→ Exercise description: An exact copy of all the entries is needed, with no images in it.
——————
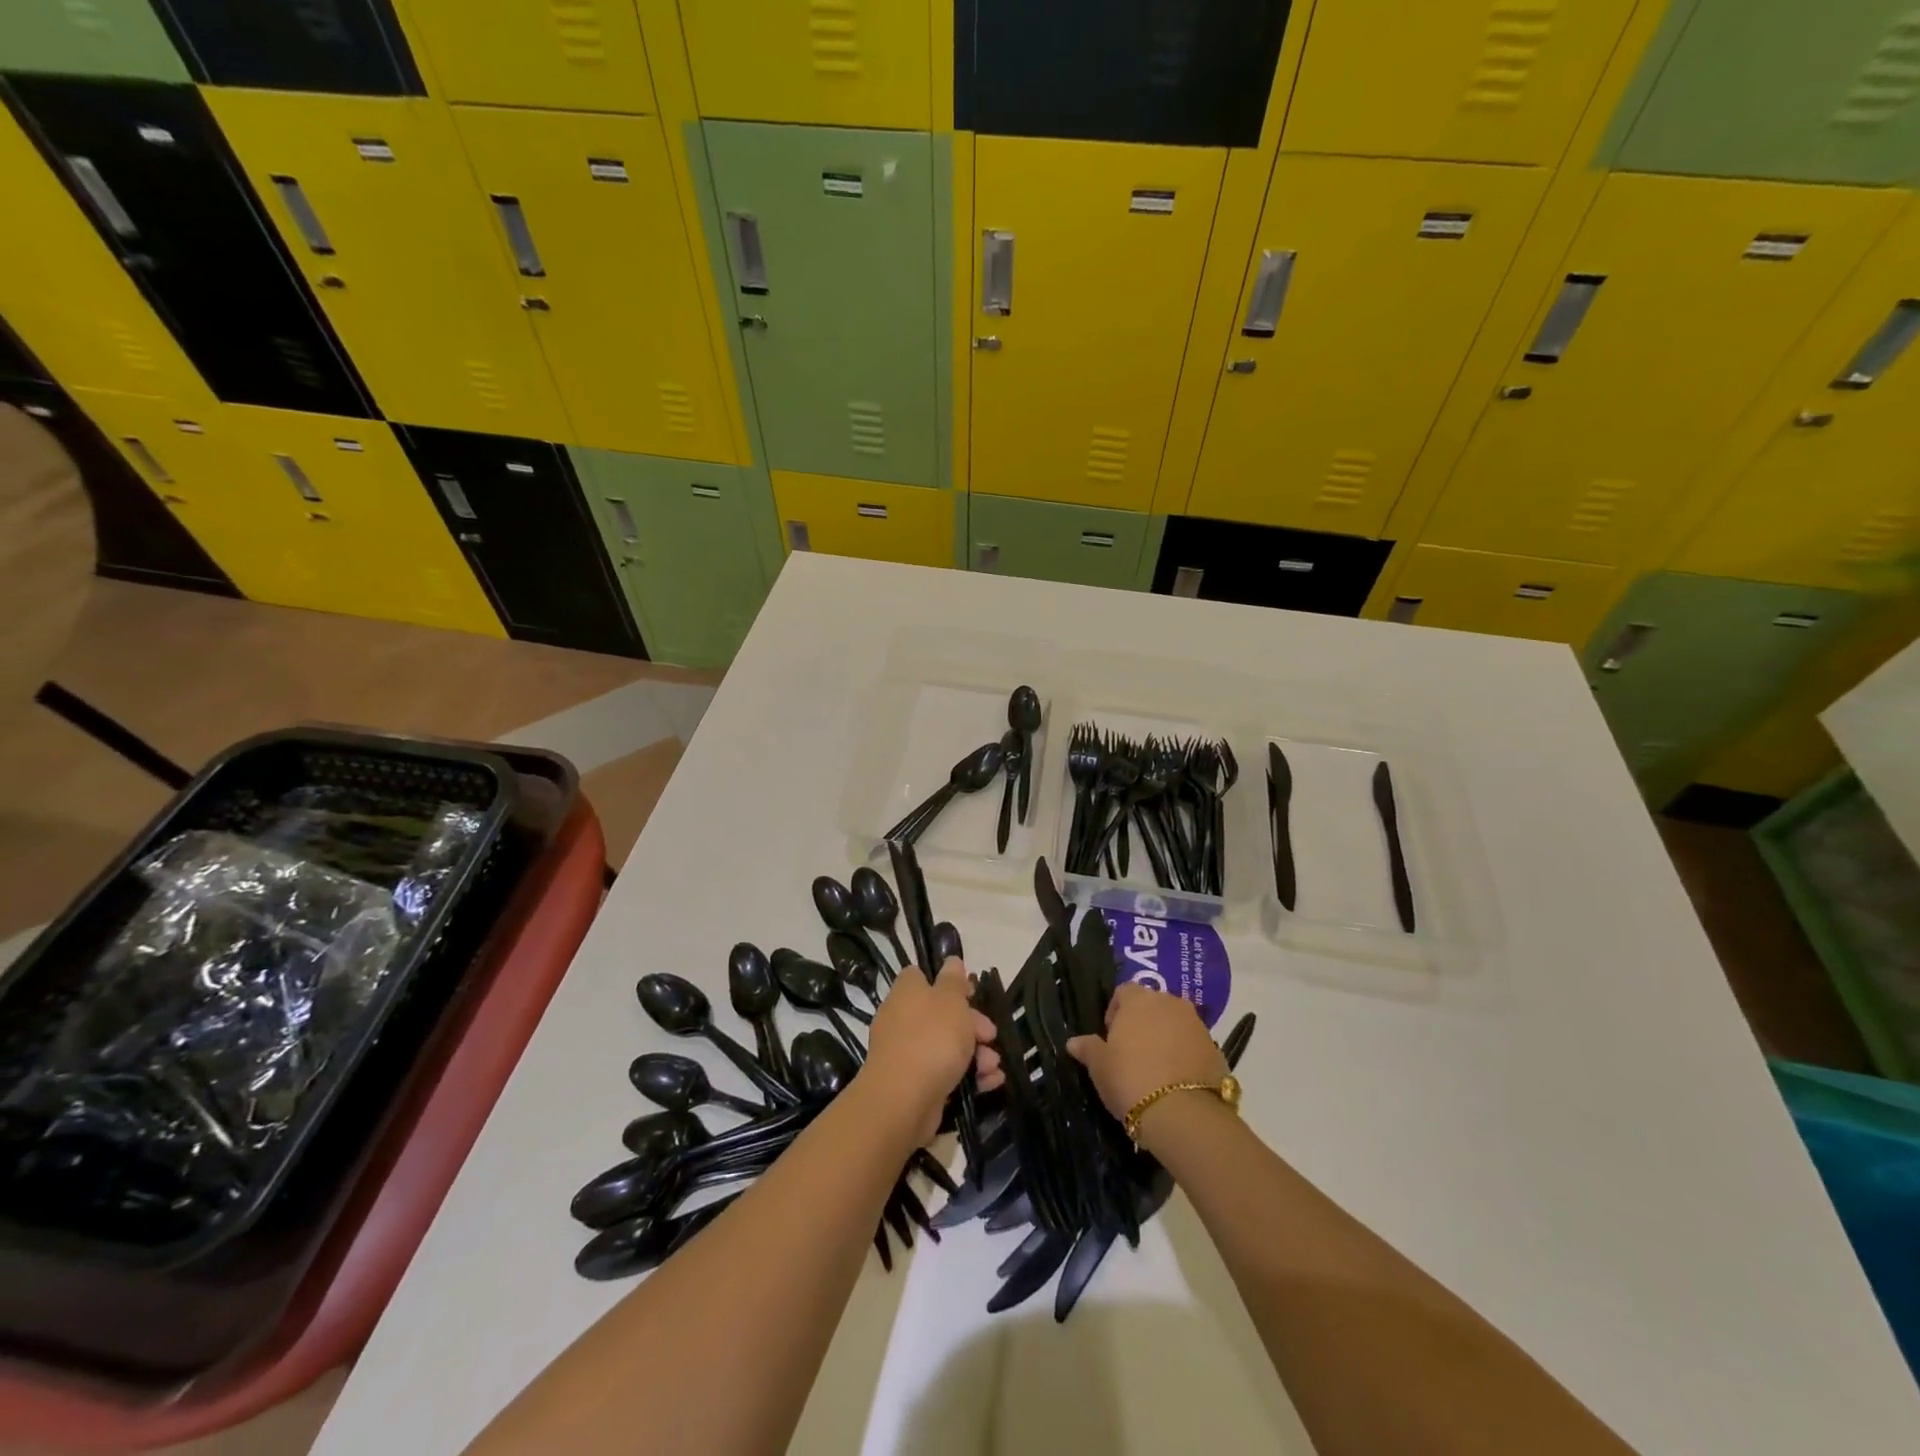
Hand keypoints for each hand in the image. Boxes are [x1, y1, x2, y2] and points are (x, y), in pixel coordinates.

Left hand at [861, 958, 999, 1145]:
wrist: (904, 1099)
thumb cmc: (931, 1037)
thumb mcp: (950, 1000)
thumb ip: (954, 980)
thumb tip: (951, 961)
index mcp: (907, 992)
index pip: (922, 976)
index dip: (949, 983)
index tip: (971, 994)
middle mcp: (902, 1019)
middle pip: (941, 1014)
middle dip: (972, 1025)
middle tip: (990, 1035)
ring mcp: (906, 1053)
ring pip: (946, 1045)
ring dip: (975, 1053)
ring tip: (994, 1066)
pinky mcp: (914, 1083)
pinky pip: (944, 1072)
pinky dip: (968, 1076)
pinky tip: (990, 1082)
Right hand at [1067, 983, 1225, 1140]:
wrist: (1184, 1114)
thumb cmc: (1131, 1080)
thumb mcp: (1099, 1066)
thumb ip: (1087, 1048)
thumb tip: (1074, 1041)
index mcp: (1139, 999)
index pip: (1124, 992)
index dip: (1115, 1012)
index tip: (1110, 1038)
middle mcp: (1170, 1003)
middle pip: (1152, 1005)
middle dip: (1142, 1023)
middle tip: (1132, 1053)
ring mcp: (1197, 1025)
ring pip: (1176, 1024)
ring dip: (1166, 1038)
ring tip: (1156, 1069)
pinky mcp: (1216, 1049)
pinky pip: (1194, 1045)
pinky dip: (1185, 1055)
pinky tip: (1176, 1081)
——————
→ Result for this task:
Hand keypoints for each hand in the image. Boxes are [x1, y1, x2, y2] and points are (x, y), in pixel coordinates.

Left hand at [861, 958, 999, 1145]:
wrist: (904, 1099)
thumb cmc: (931, 1037)
thumb mcp: (950, 1000)
thumb ip: (954, 980)
thumb tip: (951, 961)
index mcp: (907, 992)
index pip: (922, 976)
index dip: (949, 983)
index tip: (971, 994)
middle mcp: (902, 1019)
middle pip: (941, 1014)
middle dip: (972, 1025)
middle tip: (990, 1035)
ring mcp: (906, 1053)
ring pip: (946, 1045)
ring dip: (975, 1053)
ring tip: (994, 1066)
pinky mcp: (914, 1083)
pinky pip: (944, 1072)
pinky dip: (968, 1076)
pinky tip: (990, 1082)
Right hand at [1067, 983, 1225, 1140]:
wrist: (1184, 1114)
thumb cmc: (1131, 1080)
thumb mcp: (1099, 1066)
thumb ip: (1087, 1048)
thumb tip: (1074, 1041)
index mcp: (1139, 999)
index pip: (1124, 992)
index dip: (1115, 1012)
index tip: (1110, 1038)
middle mcp: (1170, 1003)
middle pip: (1152, 1005)
middle dip: (1142, 1023)
middle tip: (1132, 1053)
ring mcp: (1197, 1025)
ring pip: (1176, 1024)
ring dip: (1166, 1038)
ring tip: (1156, 1069)
pinky mcp: (1216, 1049)
pinky pip: (1194, 1045)
pinky dip: (1185, 1055)
pinky tip: (1176, 1081)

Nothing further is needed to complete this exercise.